University Innovation Fellows (UIF), demikian program pemberdayaan mahasiswa ini dikenal. Sebuah langkah cerdas dari Stanford University ketika menggandeng universitas papan atas di seluruh dunia, untuk melahirkan sumber daya manusia yang kreatif, inovatif serta mampu berpikir kritis di tengah sengitnya tingkat kompetitif dunia kerja profesional hari ini.
Cintya Kristianto, anak muda yang kini tengah menempuh kuliah di ITHB dalam program studi Informatika, tergelitik ketika mencermati apa yang ditawarkan oleh UIF. Jiwa pengabdian yang ia miliki untuk mengambil peran dalam mengerek kualitas pendidikan Indonesia supaya diakui dunia internasional, menjadi pemicu berkobarnya tekad besar untuk menembus persaingan elit menjadi bagian dari Stanford University.
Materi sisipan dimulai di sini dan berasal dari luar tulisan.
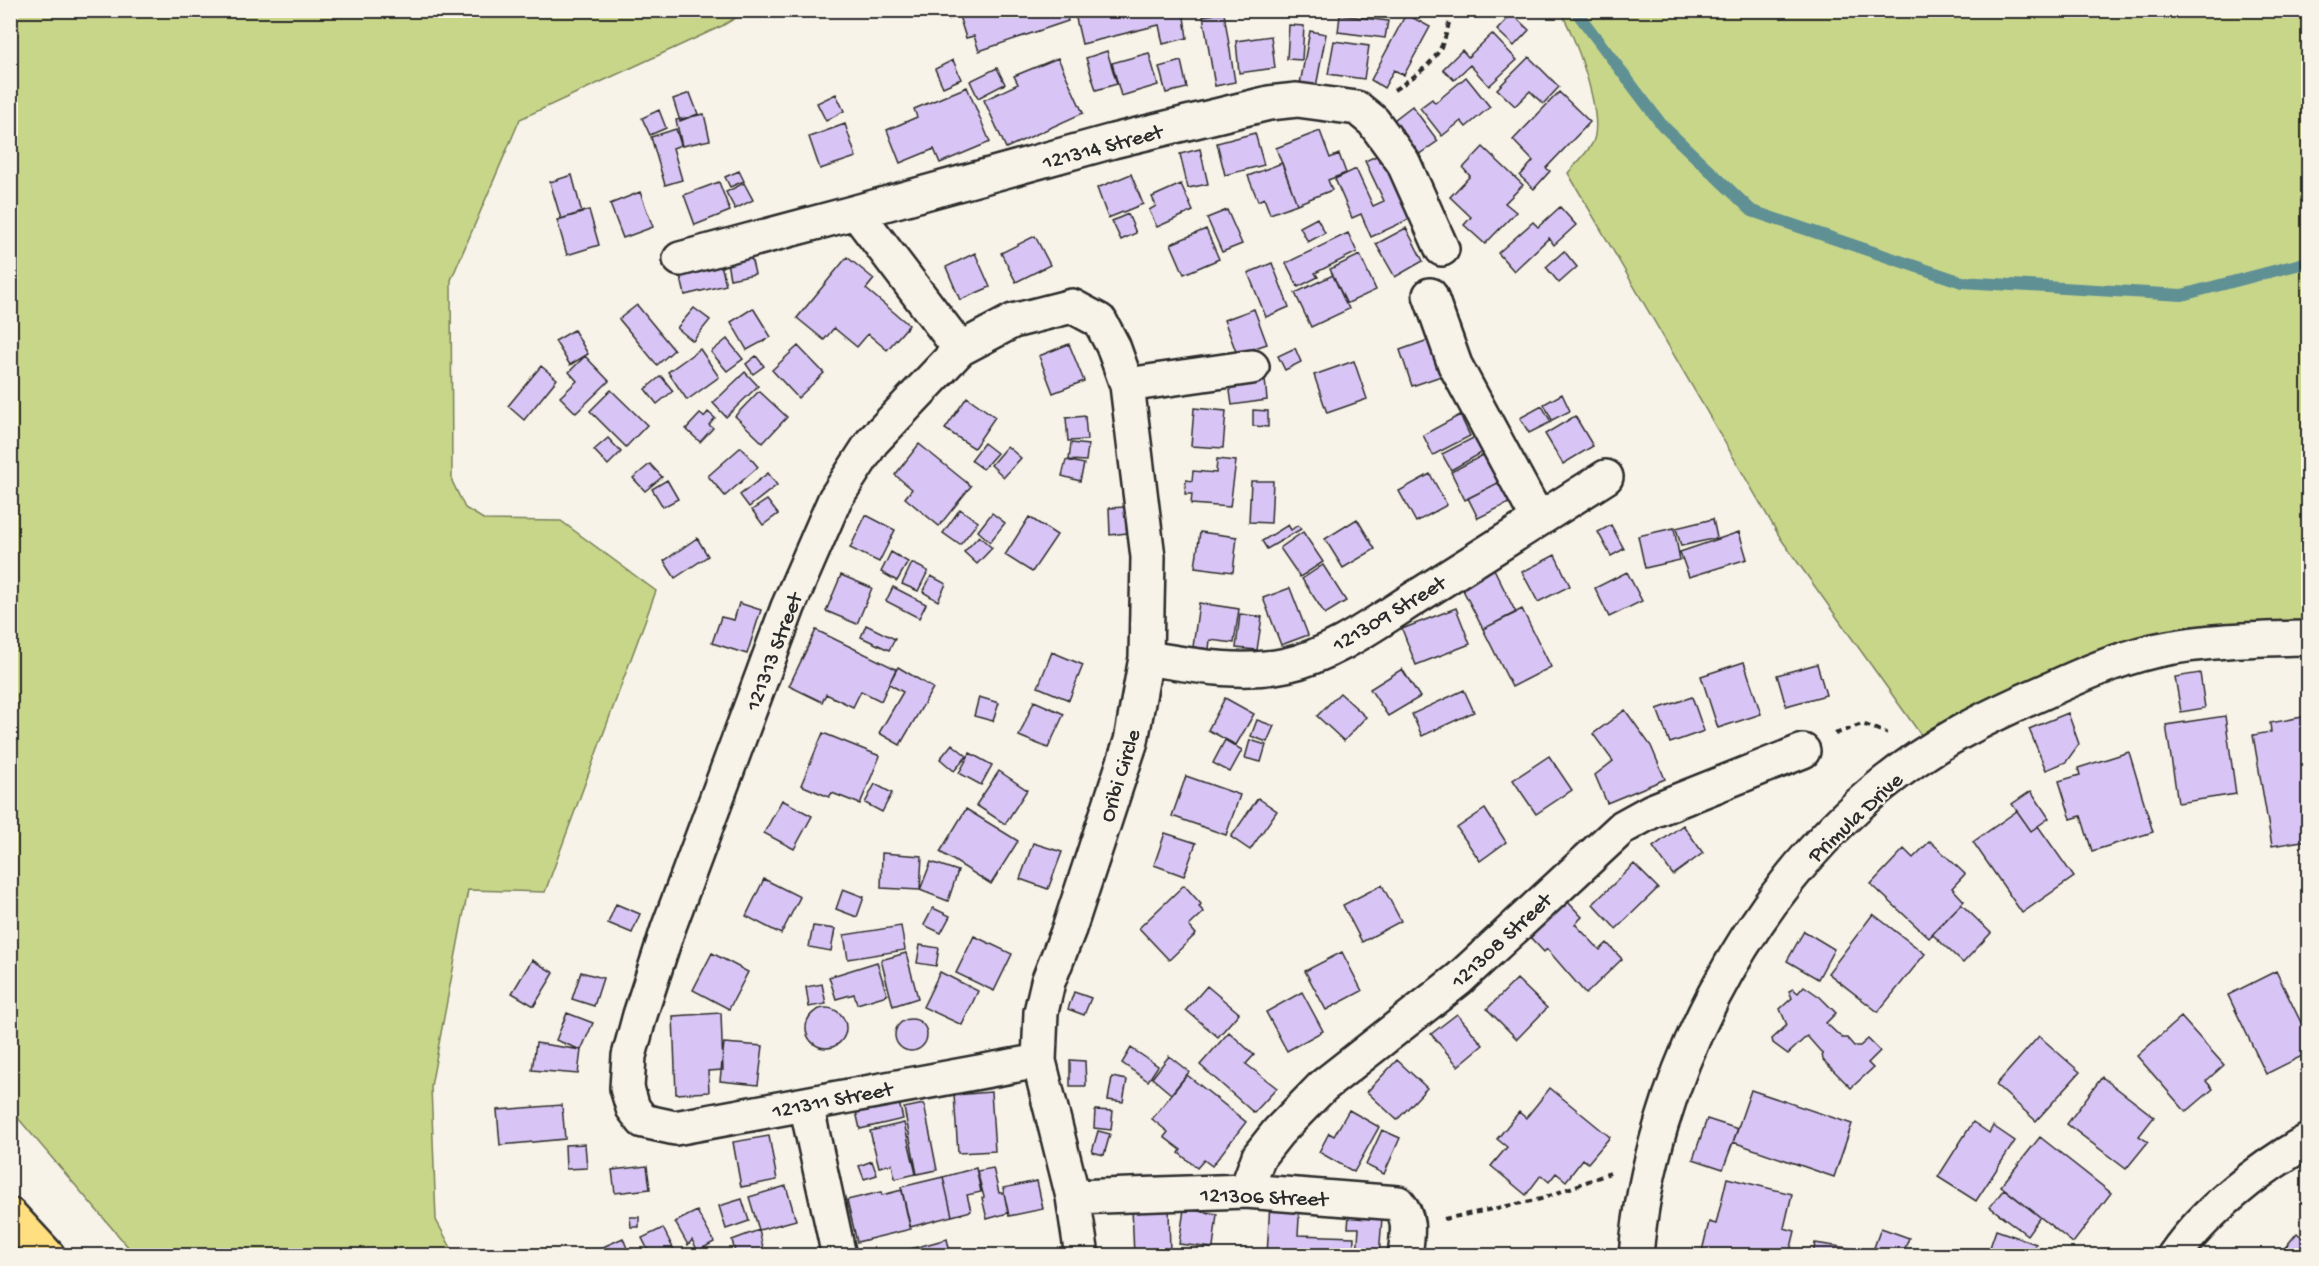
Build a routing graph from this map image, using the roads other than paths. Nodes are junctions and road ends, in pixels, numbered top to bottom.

Sebagai seorang mahasiswa tingkat akhir, waktu adalah harta yang sangat berharga. Time management yang buruk, akan membuat semua usaha buyar percuma. Tingginya tuntutan perkuliahan di ITHB, sejatinya tidak harus ditambah lagi dengan volume kegiatan lain yang berpotensi menyita pikiran dan energi dalam urusan membagi waktu. Apalagi jika “extra menu” itu beraroma internasional yang sudah pasti, bakal menguras waktu yang sudah tersisa sedikit menjadi lebih sedikit lagi.
Cintya tidak kemudian patah semangat. Sebaliknya, ia bangkit untuk menjawab “good problem” yang ada di depan mata. Ia tahu bahwa semakin tinggi harga yang dibayar, semakin bernilai pula sesuatu yang akan ia dapatkan. Baginya, the road to success is always under construction. Dengan mantap, ia mendaftarkan diri untuk ikut Program UIF dan usahanya terbayar lunas ketika ia terpilih menjadi salah satu mahasiswa yang mengikuti program bergengsi tersebut.
University Innovation Fellows memberikan begitu banyak ilmu dan pengalaman berharga untuk Cintya. Di sana ia belajar bagaimana merancang dan membuat sebuah proyek hasil dari pengembangan inovasi baru yang dia temukan. Bimbingan dari mentor luar negeri, makin mengasah dan mempertajam intuisinya sebagai seorang profesional muda yang siap untuk berkarya baik untuk almamaternya –ITHB-, maupun bagi dunia pendidikan nasional secara luas.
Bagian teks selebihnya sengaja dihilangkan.